Wow,that is absolutely mint!!! The car is a real credit to you.:thumb:

I used to have a lot of fun racing against these when I owned my S2 Escort RS Turbo, back in the day.:driver:


----------



## Damien89 (May 13, 2007)

Well done mate! Looks like a brand new car, incredible attention to detail!
This looks better than the day it rolled off the factory floor!:thumb::thumb:


----------



## Cosmic_Andy (Jan 9, 2011)

So jealous. Stunning


----------



## zonda (Jun 23, 2011)

scooby73 said:


> Wow,that is absolutely mint!!! The car is a real credit to you.:thumb:
> 
> I used to have a lot of fun racing against these when I owned my S2 Escort RS Turbo, back in the day.:driver:


Thats what sort of memories these cars are all about.. it was all about having the TurboSystems sun visor sticker on the windscreen and going head to head with the RS Turbos holding on for your life.. looking at the boost gauge going off the end of the chart! :thumb:


----------



## zonda (Jun 23, 2011)

Here's one from the top..


----------



## Bkjames (Sep 13, 2006)

Looks awesome mate:thumb:


Brian


----------



## mk2jon (Mar 10, 2009)

My god that is mint,credit fella :thumb:


----------



## eddie bullit (Nov 23, 2007)

Stunning car mate:thumb: I'm more a 205 man but would love a gt like yours. I've driven one and loved it! If I had the room


----------



## zonda (Jun 23, 2011)

cheers guys.. I'm only half way through finishing the interior trim.. lots still to do.. I wanted to use quality materials as it was all very cheap plastic and cotton and faded after 20 years, so I wanted to use better quality materials.


----------



## n_d_fox (Apr 18, 2007)

Really like this... never had a GTT but used to run the RenaultSportsClub and had a R19 16v at the time. A few of the lads had these or Clio RT's running the GTT lump. They rana round 120bhp standard didnt they ?... remember a few knocking 200bhp with very small amounts of cash required which must be awesome in such a small / light car.

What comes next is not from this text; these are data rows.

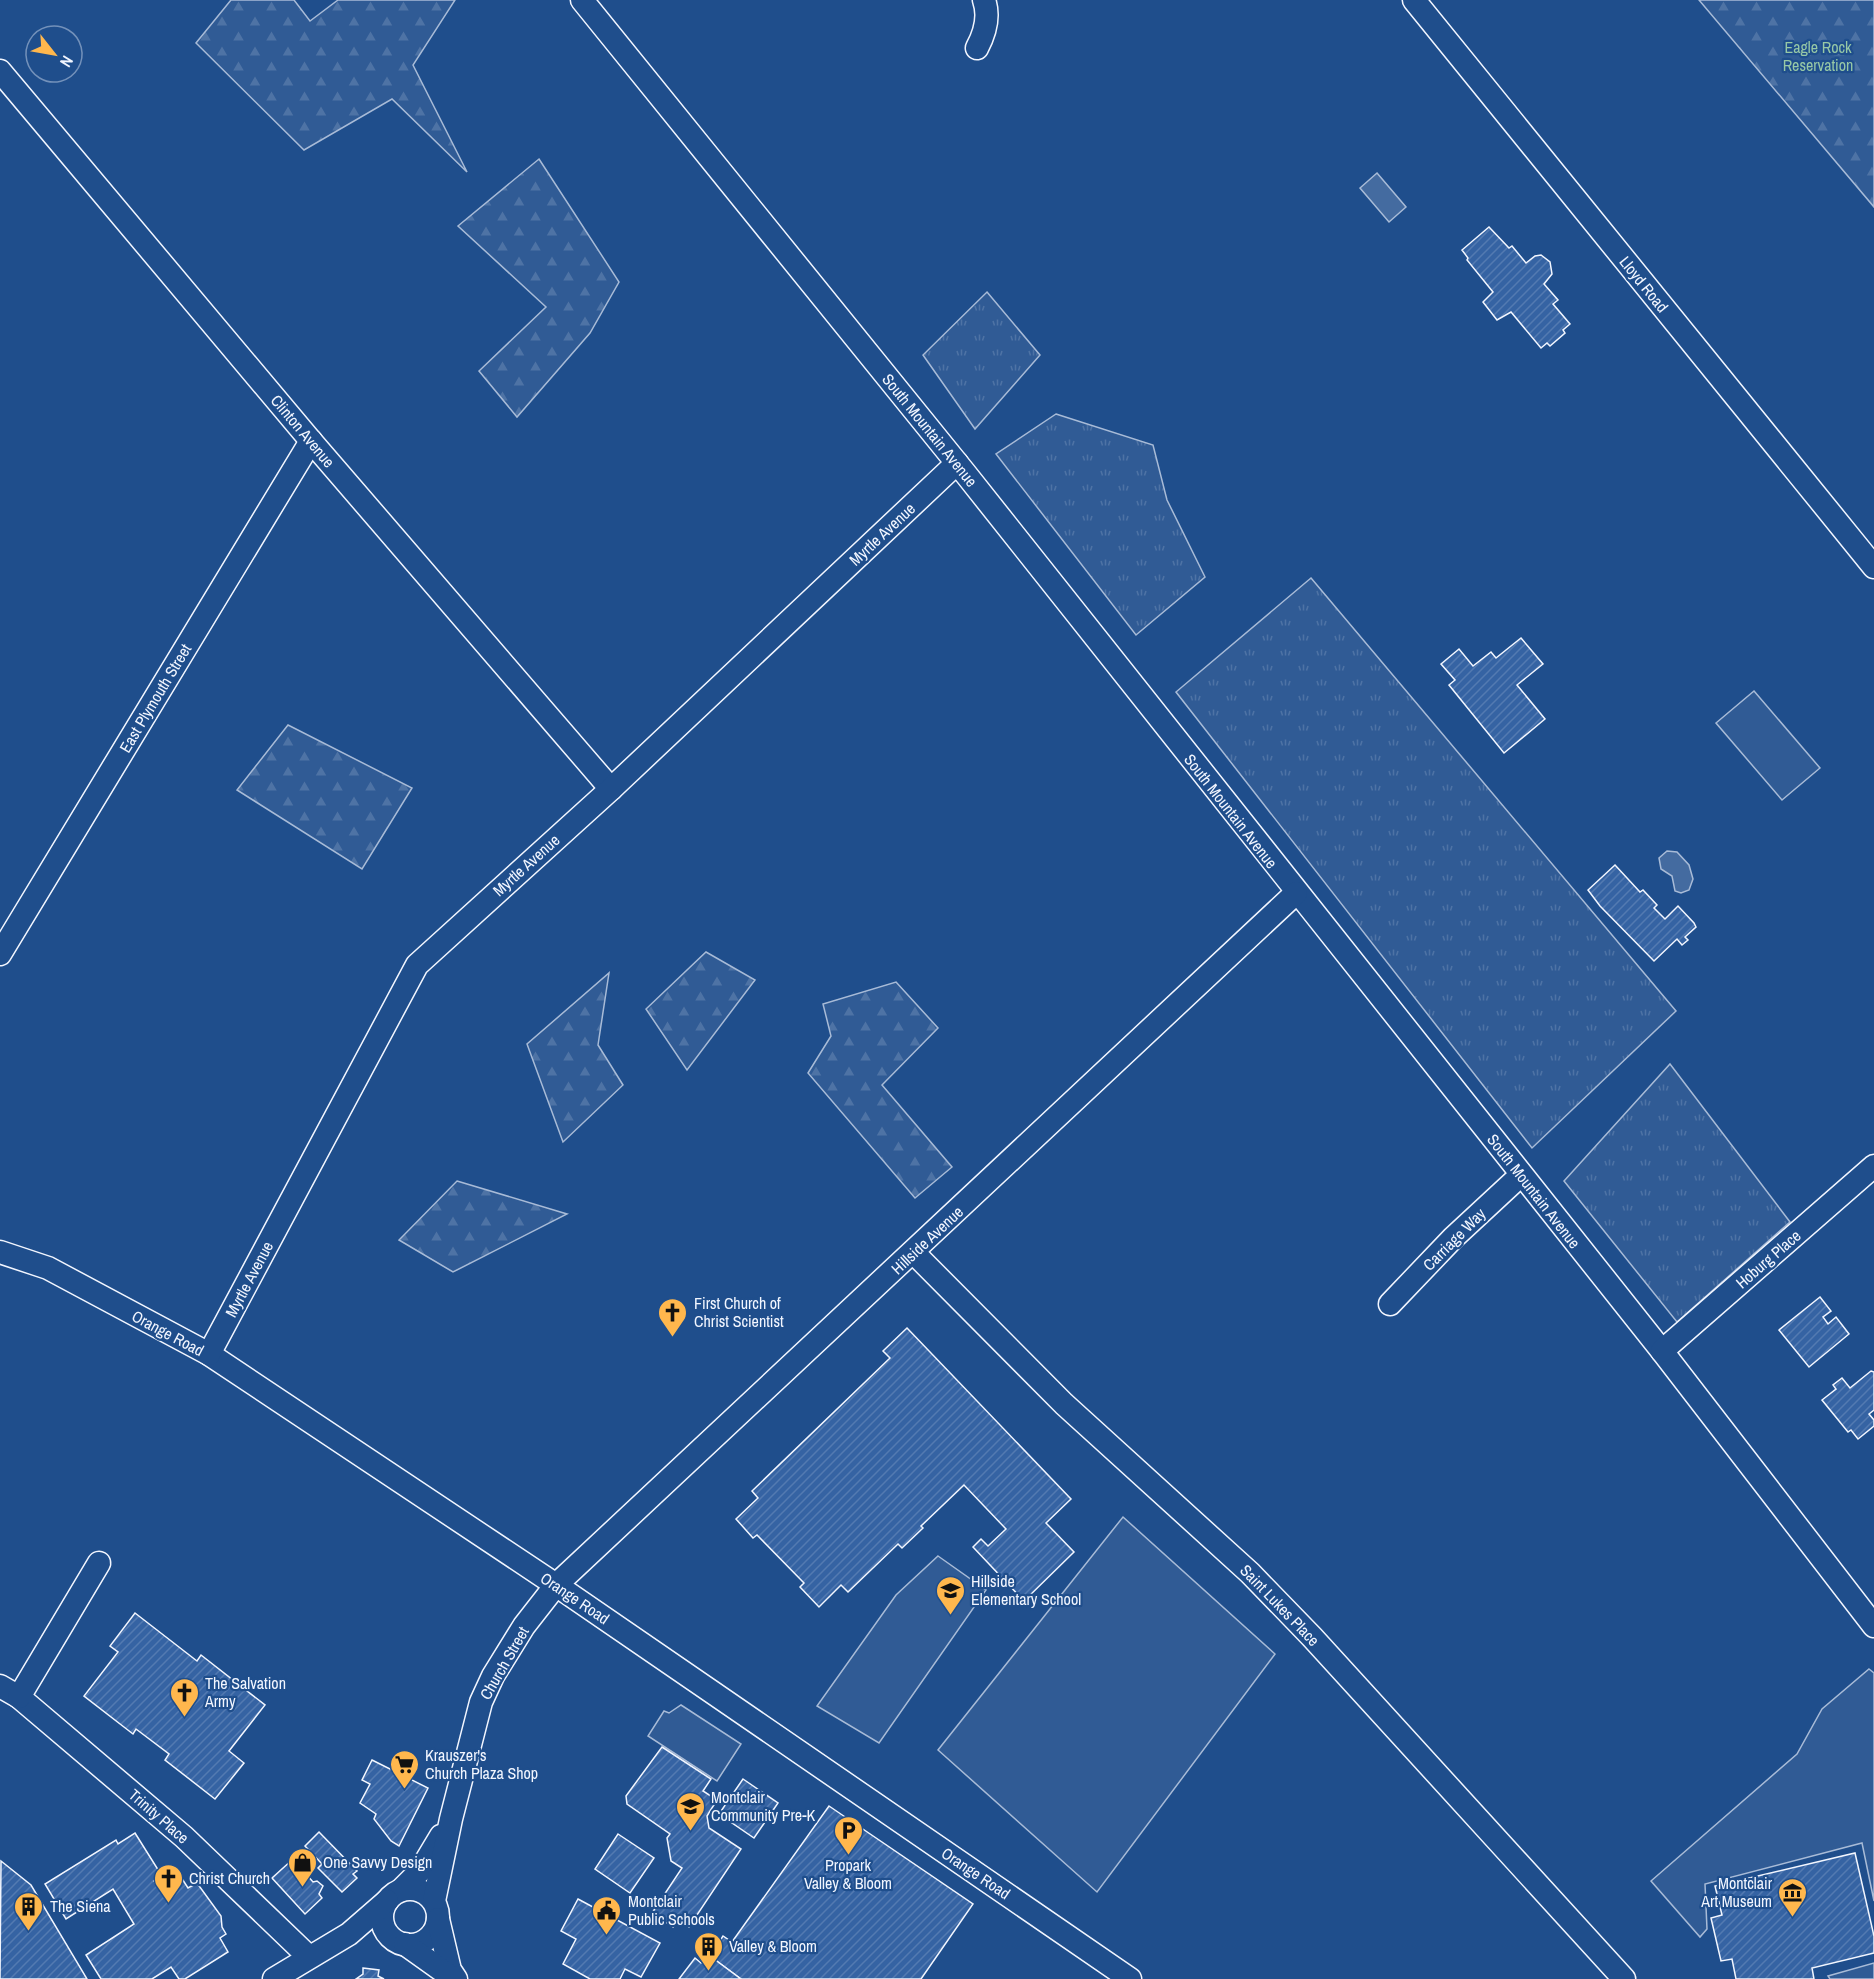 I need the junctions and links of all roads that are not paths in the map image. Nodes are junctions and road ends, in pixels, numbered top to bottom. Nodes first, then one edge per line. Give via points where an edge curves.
1 (582, 0) edge
2 (984, 0) edge
3 (1414, 0) edge
4 (977, 48) dead end
5 (0, 71) edge
6 (311, 441) junction
7 (957, 463) junction
8 (1874, 567) edge
9 (611, 789) junction
10 (1296, 893) junction
11 (0, 954) edge
12 (1874, 1166) edge
13 (1521, 1175) junction
14 (0, 1252) edge
15 (914, 1253) junction
16 (1390, 1304) dead end
17 (1662, 1351) junction
18 (209, 1354) junction
19 (99, 1563) dead end
20 (556, 1585) junction
21 (1874, 1626) edge
22 (9, 1691) edge
23 (451, 1819) junction
24 (394, 1895) junction
25 (436, 1910) junction
26 (349, 1934) junction
27 (397, 1940) junction
28 (309, 1957) junction
29 (274, 1979) edge
30 (455, 1979) edge
31 (1130, 1979) edge
32 (1624, 1979) edge

1 - 7 street, South Mountain Avenue
2 - 4 street via 986,31
3 - 8 street, Lloyd Road
5 - 6 street, Clinton Avenue
6 - 9 street, Clinton Avenue
6 - 11 street, East Plymouth Street
7 - 9 street, Myrtle Avenue
7 - 10 street, South Mountain Avenue
9 - 18 street, Myrtle Avenue via 417,965
10 - 13 street, South Mountain Avenue
10 - 15 street, Hillside Avenue
12 - 17 street, Hoburg Place
13 - 16 street, Carriage Way
13 - 17 street, South Mountain Avenue
14 - 18 street, Orange Road via 48,1269
15 - 20 street, Hillside Avenue
15 - 32 street, Saint Lukes Place via 1064,1404 1258,1581
17 - 21 street, South Mountain Avenue
18 - 20 street, Orange Road
19 - 22 street
20 - 23 street, Church Street via 524,1626 481,1702
20 - 31 street, Orange Road
22 - 28 street, Trinity Place via 184,1837
23 - 24 street, Church Street via 420,1871
23 - 25 street, Church Street
24 - 25 street via 419,1890
24 - 26 street, Church Street
24 - 27 street via 382,1918
25 - 27 street via 431,1936 423,1941
25 - 30 street
26 - 27 street, Church Street via 362,1931
26 - 28 street, Church Street
27 - 30 street
28 - 29 street, Church Street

Loving what you've done with this though, the level of work is very high and that interior is absolutely spot on :thumb:

One day when i'm old and have more grey hair i will buy myself a phase 1 GTT to hoon around in scaring the grannies down the bingo !


----------



## zonda (Jun 23, 2011)

Thanks N d, The R19 16v was a lovely car.. a friend of mine had one and he was the same guy that had the 1st 5GTT that I had seen.. which really got me hooked on these.

Yes, I think they are 125bhp which doesnt sound like much, but with the weight so low they were still very lively around 7.5 secs 0-60. Back then, that was pretty good and even by todays standards for a standard hot hatch.

A ph1 GTT would be nice, the advantage with the ph2 was I found I could still buy all the hoses and trim parts from Renault dealership! I'm not sure how easy parts would be to find for a ph1.


----------



## n_d_fox (Apr 18, 2007)

yeah, the phase 1 might be a little more difficult to get bits for now...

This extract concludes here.